“One cannot and must not try to erase the past merely because it does not fit the present,” said Golda Meir, the first woman Prime Minister of Israel, a country with hundreds of years of beleaguered past, but survived every threat to its existence without erasing the past. India is passing through a troubled period in the last few years with a government focusing on rewriting not only its medieval history but even the immediate past. The purpose of such preposterous attempts is to weave a history that would gel with its proclaimed ideology and political vision. The latest move to put out the Amar Jawan Jyoti at the India Gate in Delhi and merge it with the flame at the nearby National War Memorial exposes the government’s apparent allergy to anything connected with the previous Congress regimes.
The presence of Amar Jawan Jyoti close to India Gate was significant in many respects. The Jyoti was lit by Indira Gandhi in 1972 in the wake of India’s victory in 1971 India-Pakistan war as a tribute to the soldiers who gave up their lives. But it is significant that it came up close to the canopy of India Gate which is a memorial to 90,000 soldiers of the British Indian Army who died in the World War I. Thus, the Jyoti, for the public mind, was a tribute to innumerable Indian soldiers who laid down their lives for the country, without bracketing them into a particular period.
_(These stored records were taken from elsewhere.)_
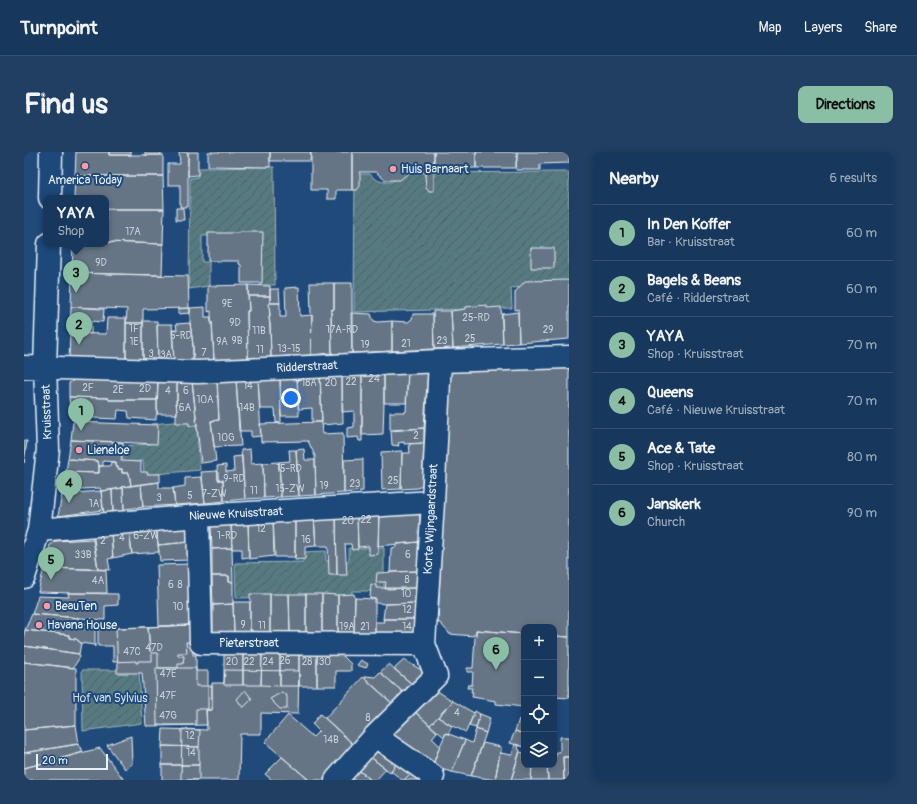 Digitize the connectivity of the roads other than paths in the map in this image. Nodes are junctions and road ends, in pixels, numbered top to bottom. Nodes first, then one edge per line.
1 (51, 152) edge
2 (50, 195) edge
3 (49, 247) edge
4 (569, 357) edge
5 (440, 361) junction
6 (34, 367) edge
7 (433, 502) junction
8 (198, 516) junction
9 (39, 530) junction
10 (24, 577) edge
11 (424, 644) junction
12 (375, 736) junction
13 (432, 778) edge
14 (336, 780) edge

1 - 2 street
3 - 6 street, Kruisstraat
4 - 5 street, Ridderstraat
5 - 6 street, Ridderstraat
5 - 7 street, Korte Wijngaardstraat
6 - 9 street, Kruisstraat
7 - 8 street, Nieuwe Kruisstraat
7 - 11 street, Korte Wijngaardstraat
8 - 9 street, Nieuwe Kruisstraat
8 - 11 street, Pieterstraat
9 - 10 street, Kruisstraat
11 - 12 street, Korte Wijngaardstraat
12 - 13 street
12 - 14 street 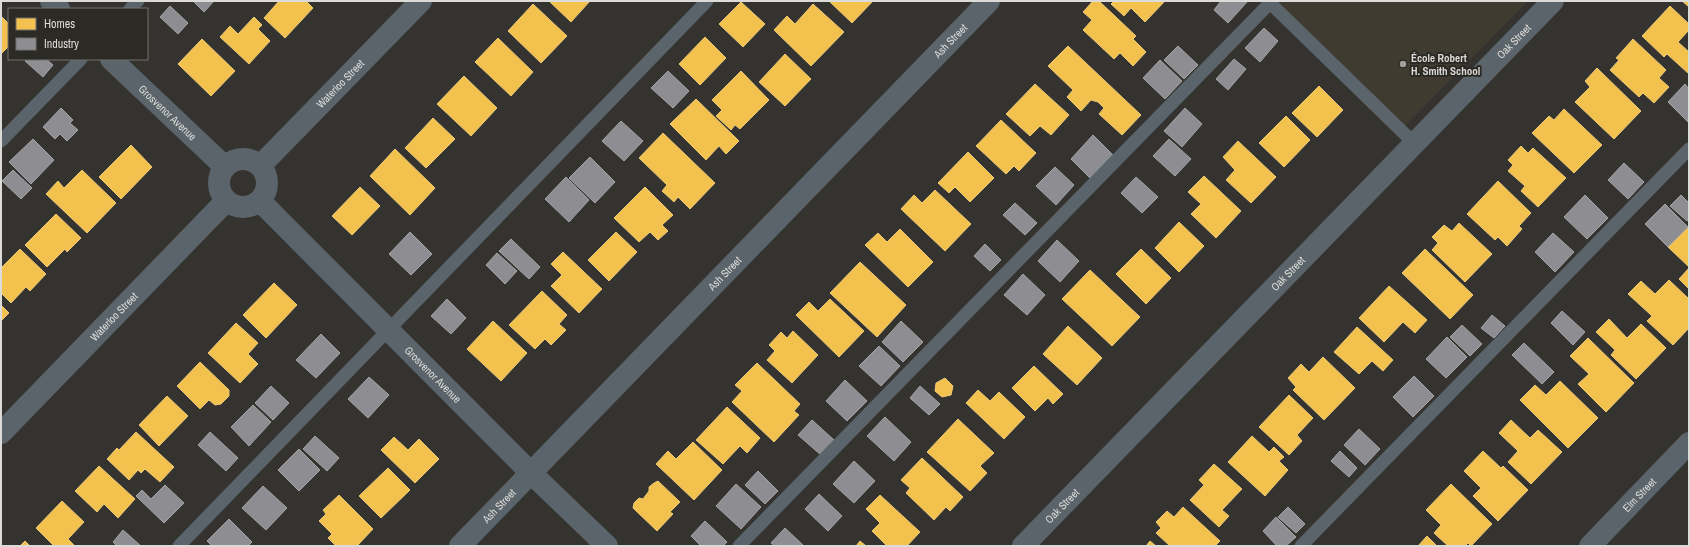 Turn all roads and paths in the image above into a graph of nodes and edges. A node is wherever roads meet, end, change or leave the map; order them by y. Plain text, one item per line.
1 (421, 1) edge
2 (707, 1) edge
3 (989, 1) edge
4 (1554, 1) edge
5 (1269, 2) edge
6 (80, 60) edge
7 (112, 60) edge
8 (1, 141) edge
9 (1415, 144) junction
10 (1689, 149) edge
11 (260, 166) junction
12 (225, 167) junction
13 (226, 201) junction
14 (260, 201) junction
15 (389, 329) junction
16 (1, 433) edge
17 (1689, 443) edge
18 (531, 473) junction
19 (179, 546) edge
20 (460, 546) edge
21 (607, 546) edge
22 (739, 546) edge
23 (1023, 546) edge
24 (1301, 546) edge
25 (1590, 546) edge

1 - 11 street, Waterloo Street
2 - 15 lane
3 - 18 street, Ash Street
4 - 9 street, Oak Street
5 - 9 lane
5 - 22 lane
6 - 8 lane
7 - 12 street, Grosvenor Avenue
9 - 23 street, Oak Street
10 - 24 lane
11 - 12 street
11 - 14 street
12 - 13 street
13 - 14 street
13 - 16 street, Waterloo Street
14 - 15 street, Grosvenor Avenue
15 - 18 street, Grosvenor Avenue
15 - 19 lane
17 - 25 street, Elm Street
18 - 20 street, Ash Street
18 - 21 street, Grosvenor Avenue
It evoked patriotism; it choked one with nostalgia; and it became part of people’s emotion.
The National War Memorial with its flame, on the other hand, is built to commemorate the soldiers who died fighting for the Independent India. It has no mention of the sons of India who gave up their lives before Independence. Hence, there is more to the shifting of Amar Jawan Jyoti than meet the eyes. Initially the government had decided to keep both the flames burning, but later changed its mind with lame duck excuses. A more probable reason could be that the war memorial opened by Prime Minister Narendra Modi could not match the Amar Jawan Jyoti lit by Indira Gandhi, in the eyes and hearts of the people.
The decision to drop the song Abide With Me, a tune played during Beating Retreat ceremony, a highpoint of the conclusion of the Republic Day celebrations, is yet another instance of Modi government’s bizarre bid to wipe out yet another sentimental piece from the post-independence era. Axe has fallen on the hymn, a favourite of Gandhiji, apparently as part of the government’s effort to ‘Indianise’ the ceremony; ironically it did not bother the powers-that-be that many tanks and jets which took part in the Republic Day parade had foreign markings. One should read this development along with Modi’s inauguration of a hologram statue of Subhas Chandra Bose under the grand canopy near India Gate and the announcement that soon a granite statue of Bose would be installed in the same place. It seems a grand plan is afoot to ‘discredit’ the Congress era and water down the role of Mahatma Gandhi as the central figure of the national freedom movement. The re-construction of the past to give legitimacy to a new history on the ‘Hindutva lines’ seems to be the thrust of the present regime.